Stored dataset items:
######
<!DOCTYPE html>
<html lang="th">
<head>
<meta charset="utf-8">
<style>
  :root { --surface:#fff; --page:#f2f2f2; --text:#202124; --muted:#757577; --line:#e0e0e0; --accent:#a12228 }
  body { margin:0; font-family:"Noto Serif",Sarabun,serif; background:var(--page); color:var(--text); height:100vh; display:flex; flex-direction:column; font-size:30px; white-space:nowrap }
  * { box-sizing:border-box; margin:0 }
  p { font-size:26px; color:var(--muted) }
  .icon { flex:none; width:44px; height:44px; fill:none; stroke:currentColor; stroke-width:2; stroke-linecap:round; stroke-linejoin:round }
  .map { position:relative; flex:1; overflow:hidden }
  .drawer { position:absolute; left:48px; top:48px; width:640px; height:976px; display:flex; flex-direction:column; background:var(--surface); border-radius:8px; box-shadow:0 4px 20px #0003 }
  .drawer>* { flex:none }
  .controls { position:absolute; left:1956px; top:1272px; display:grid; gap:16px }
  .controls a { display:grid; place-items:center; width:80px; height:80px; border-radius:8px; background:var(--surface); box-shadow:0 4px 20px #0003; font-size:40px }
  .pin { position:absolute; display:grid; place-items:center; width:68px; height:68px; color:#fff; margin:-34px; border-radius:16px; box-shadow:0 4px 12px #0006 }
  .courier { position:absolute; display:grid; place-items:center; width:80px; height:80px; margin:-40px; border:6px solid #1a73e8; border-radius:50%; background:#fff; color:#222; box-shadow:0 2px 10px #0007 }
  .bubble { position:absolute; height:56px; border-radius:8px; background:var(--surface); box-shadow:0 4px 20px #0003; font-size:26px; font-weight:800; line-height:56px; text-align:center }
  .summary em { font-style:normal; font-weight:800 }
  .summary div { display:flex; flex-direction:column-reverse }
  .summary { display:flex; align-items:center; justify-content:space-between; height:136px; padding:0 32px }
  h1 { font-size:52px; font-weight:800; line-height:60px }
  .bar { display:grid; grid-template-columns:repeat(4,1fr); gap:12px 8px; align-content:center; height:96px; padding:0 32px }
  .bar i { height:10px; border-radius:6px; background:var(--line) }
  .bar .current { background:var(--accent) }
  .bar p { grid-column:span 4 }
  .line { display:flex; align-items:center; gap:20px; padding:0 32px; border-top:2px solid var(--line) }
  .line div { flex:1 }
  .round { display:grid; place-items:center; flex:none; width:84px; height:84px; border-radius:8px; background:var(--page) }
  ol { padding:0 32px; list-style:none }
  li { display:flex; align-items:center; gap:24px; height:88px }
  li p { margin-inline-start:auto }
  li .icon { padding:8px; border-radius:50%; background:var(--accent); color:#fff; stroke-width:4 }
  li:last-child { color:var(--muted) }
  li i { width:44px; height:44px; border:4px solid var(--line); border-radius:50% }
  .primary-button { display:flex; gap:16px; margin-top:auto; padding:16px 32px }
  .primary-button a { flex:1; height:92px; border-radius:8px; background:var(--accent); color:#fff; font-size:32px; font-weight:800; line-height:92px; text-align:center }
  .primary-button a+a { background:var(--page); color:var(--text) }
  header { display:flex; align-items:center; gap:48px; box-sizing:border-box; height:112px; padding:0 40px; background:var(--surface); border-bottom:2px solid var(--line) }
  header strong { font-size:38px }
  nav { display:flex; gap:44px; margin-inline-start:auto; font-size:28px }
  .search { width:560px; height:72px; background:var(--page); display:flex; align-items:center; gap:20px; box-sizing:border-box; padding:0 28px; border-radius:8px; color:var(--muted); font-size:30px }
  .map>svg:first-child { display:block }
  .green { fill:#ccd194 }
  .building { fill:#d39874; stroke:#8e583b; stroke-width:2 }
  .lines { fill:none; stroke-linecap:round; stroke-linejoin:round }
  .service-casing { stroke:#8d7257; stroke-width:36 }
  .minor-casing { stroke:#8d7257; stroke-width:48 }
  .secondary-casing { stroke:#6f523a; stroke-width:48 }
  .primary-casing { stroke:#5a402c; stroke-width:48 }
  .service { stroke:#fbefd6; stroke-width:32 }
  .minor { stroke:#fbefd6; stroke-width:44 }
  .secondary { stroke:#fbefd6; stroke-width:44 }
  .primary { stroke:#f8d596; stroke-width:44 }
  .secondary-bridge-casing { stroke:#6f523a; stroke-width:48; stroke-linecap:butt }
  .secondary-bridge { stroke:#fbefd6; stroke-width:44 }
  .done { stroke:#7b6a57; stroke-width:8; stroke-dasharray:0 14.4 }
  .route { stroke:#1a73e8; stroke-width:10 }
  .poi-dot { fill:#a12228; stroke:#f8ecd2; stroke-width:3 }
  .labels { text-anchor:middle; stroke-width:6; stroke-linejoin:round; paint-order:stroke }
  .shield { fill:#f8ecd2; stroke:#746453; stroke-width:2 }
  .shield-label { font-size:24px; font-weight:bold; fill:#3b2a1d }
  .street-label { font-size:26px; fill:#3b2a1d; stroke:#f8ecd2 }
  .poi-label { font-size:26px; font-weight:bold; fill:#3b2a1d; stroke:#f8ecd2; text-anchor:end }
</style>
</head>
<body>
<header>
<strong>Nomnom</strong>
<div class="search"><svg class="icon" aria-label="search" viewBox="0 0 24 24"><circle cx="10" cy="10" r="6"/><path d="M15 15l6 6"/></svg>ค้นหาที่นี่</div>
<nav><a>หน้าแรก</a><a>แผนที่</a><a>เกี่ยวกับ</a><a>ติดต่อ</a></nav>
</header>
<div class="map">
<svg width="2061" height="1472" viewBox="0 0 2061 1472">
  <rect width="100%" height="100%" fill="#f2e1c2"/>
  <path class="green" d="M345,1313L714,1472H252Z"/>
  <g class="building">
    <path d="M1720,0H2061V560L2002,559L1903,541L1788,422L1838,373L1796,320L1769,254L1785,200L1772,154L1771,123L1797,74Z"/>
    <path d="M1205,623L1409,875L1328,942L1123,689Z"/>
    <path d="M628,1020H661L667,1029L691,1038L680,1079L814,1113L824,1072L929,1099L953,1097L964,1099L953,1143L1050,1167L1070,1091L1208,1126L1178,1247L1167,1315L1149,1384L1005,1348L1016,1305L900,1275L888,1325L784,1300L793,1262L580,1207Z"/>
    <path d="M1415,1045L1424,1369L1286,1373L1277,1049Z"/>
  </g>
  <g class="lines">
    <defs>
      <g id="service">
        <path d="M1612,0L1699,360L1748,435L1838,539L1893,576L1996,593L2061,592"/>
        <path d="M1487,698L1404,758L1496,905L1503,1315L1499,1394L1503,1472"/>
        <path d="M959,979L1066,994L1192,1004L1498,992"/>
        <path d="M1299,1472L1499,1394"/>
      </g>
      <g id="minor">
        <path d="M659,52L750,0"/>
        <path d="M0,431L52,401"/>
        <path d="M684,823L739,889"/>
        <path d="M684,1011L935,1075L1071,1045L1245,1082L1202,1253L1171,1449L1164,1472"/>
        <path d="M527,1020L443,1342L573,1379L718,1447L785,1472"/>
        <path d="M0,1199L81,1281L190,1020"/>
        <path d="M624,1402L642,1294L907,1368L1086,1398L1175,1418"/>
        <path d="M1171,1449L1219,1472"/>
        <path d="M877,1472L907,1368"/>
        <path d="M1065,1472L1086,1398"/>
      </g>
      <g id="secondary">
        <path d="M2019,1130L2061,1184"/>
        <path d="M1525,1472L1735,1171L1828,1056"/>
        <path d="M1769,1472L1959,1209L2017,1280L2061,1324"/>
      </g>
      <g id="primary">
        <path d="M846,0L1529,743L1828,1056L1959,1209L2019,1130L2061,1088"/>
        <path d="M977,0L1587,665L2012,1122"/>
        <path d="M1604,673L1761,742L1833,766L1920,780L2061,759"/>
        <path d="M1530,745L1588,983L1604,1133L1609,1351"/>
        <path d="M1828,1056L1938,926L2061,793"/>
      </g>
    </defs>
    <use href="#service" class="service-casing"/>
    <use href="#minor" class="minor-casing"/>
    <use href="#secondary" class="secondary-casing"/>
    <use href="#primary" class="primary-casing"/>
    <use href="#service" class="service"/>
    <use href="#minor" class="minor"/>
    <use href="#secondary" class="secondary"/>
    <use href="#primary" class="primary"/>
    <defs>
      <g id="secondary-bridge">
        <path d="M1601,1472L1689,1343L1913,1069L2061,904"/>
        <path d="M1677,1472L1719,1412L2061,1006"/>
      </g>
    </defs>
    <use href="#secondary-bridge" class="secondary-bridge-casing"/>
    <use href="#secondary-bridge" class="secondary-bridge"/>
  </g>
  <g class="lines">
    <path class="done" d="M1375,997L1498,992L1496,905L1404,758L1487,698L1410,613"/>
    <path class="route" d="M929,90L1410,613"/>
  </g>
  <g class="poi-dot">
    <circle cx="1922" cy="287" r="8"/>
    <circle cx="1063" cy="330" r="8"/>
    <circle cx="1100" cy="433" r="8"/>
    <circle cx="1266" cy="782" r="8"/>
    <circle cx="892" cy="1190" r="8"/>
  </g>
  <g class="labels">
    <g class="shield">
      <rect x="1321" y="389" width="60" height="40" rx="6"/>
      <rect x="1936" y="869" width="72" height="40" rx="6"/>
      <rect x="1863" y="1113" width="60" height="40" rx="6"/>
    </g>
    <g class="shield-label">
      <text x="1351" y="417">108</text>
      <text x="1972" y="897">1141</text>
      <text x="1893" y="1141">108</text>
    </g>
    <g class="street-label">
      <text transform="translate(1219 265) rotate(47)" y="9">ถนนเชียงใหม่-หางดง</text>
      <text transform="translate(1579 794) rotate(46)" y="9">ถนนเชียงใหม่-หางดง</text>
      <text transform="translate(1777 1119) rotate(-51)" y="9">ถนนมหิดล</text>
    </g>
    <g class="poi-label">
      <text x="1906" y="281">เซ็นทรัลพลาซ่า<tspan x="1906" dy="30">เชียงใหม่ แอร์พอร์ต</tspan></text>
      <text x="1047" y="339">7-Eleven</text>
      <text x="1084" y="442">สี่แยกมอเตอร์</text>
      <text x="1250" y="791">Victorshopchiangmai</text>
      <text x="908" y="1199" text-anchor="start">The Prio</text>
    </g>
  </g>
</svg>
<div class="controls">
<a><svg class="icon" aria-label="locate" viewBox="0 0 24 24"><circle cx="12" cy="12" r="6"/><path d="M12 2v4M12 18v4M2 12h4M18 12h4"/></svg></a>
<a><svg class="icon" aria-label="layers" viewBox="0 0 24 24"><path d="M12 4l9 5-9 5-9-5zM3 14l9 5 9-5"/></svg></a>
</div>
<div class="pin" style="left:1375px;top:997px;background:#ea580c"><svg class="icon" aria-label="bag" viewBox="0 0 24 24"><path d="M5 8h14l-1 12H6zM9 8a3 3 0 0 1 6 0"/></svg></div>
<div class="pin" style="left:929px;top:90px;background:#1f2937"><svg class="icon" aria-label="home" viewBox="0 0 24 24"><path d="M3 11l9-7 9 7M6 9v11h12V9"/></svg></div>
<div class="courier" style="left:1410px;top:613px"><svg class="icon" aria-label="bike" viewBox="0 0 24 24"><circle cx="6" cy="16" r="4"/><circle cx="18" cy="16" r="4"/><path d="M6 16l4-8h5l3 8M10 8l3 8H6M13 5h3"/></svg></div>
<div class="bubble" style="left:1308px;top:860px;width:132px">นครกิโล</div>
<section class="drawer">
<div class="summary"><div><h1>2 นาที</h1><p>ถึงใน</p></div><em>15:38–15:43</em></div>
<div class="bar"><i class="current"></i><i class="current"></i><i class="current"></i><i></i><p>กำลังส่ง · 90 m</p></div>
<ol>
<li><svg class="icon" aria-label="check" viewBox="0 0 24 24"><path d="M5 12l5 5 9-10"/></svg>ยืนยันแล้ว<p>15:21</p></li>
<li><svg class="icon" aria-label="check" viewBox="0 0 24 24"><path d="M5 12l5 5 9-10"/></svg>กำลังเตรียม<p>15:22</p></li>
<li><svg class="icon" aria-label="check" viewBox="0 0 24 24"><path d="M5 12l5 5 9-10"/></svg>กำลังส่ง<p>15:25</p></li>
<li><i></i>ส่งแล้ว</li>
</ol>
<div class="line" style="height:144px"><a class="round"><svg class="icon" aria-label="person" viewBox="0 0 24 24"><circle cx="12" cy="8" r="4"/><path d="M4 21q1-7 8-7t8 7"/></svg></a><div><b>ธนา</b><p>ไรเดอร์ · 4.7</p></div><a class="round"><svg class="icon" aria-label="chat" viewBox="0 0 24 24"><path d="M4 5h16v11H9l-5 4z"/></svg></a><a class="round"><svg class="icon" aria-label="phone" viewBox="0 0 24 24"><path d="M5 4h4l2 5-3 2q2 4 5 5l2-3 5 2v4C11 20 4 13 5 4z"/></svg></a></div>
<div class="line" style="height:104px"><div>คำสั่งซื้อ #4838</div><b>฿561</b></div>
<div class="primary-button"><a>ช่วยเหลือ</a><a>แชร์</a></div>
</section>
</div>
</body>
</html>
######
Across the data, pull every line containing the string "check".

<li><svg class="icon" aria-label="check" viewBox="0 0 24 24"><path d="M5 12l5 5 9-10"/></svg>ยืนยันแล้ว<p>15:21</p></li>
<li><svg class="icon" aria-label="check" viewBox="0 0 24 24"><path d="M5 12l5 5 9-10"/></svg>กำลังเตรียม<p>15:22</p></li>
<li><svg class="icon" aria-label="check" viewBox="0 0 24 24"><path d="M5 12l5 5 9-10"/></svg>กำลังส่ง<p>15:25</p></li>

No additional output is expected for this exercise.